When my family moved to a very rural town in Kentucky I was in fourth grade. I remember what a culture shock it was to me. I had come from a very racially diverse population in Texas to a predominantly white population of Maysville, Kentucky. While my parents were and continue to be very open-minded and accepting of others the majority of people in Maysville were very close-minded. They were weary of strangers not to mention the conservative close-mindedness when it came to variances in sexual orientation. There was no one that was openly gay or lesbian at my high school, and those that were different were constantly mocked. I tried to stand up for those that were picked on by jocks because I was made fun of too. I knew how bad it hurt to be laughed at for being yourself. I was mocked for simply dressing differently. They called me a hippie freak and much worse.  But oh well screw them.

I worry about small towns in Kentucky because they are not accepting of people that are different from them. There were no transgender individuals in my town to my knowledge, and I am almost positive that if there had been they would have been miserable. It makes me sick thinking about these kids that are brought up to hate anyone that isn’t just like them. I am not only referring to sexual orientation but also to race and many other factors.

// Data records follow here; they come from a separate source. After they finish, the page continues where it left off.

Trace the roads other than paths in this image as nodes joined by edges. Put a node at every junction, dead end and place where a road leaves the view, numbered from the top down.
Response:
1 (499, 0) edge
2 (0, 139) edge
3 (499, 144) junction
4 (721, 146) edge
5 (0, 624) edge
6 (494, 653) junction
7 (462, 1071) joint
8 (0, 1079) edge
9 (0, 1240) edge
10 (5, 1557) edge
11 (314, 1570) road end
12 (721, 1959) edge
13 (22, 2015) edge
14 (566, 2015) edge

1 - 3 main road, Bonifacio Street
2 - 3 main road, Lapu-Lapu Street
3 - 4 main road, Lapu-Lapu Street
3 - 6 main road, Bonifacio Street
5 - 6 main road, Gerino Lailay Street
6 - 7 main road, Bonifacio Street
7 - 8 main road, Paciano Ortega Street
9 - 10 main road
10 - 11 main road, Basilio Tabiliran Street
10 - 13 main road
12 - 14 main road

My parents pushed me in the direction of IU because they knew that I would learn a lot, both in the classroom and out. They knew that it would be a completely different experience than high school was for me. They wanted me to expand my views and learn other people’s beliefs. And quite frankly I was excited to get the hell out of Maysville. I was surprised at how accepting Bloomington was. There were no programs in my hometown that even came close to the Gay, Lesbian, Bisexual, and Transgender Student Support Service Office not to mention the percent of out of country students at IU. It was a much needed eye opener for me to see people being so accepting of different views and it made me feel like I was safe to express myself.

While I know that Bloomington could still be even more liberal and accepting this was a good stepping stone for me to have in between my hometown and the real world. I now have begun to learn how to make people think differently than they usually do, and I have learned how to make people question what they have always believed to be right. Since I have lived in Bloomington and have taken this Gender Studies class I have become even more open-minded and have set out to change people’s beliefs back in Maysville. Wish me luck.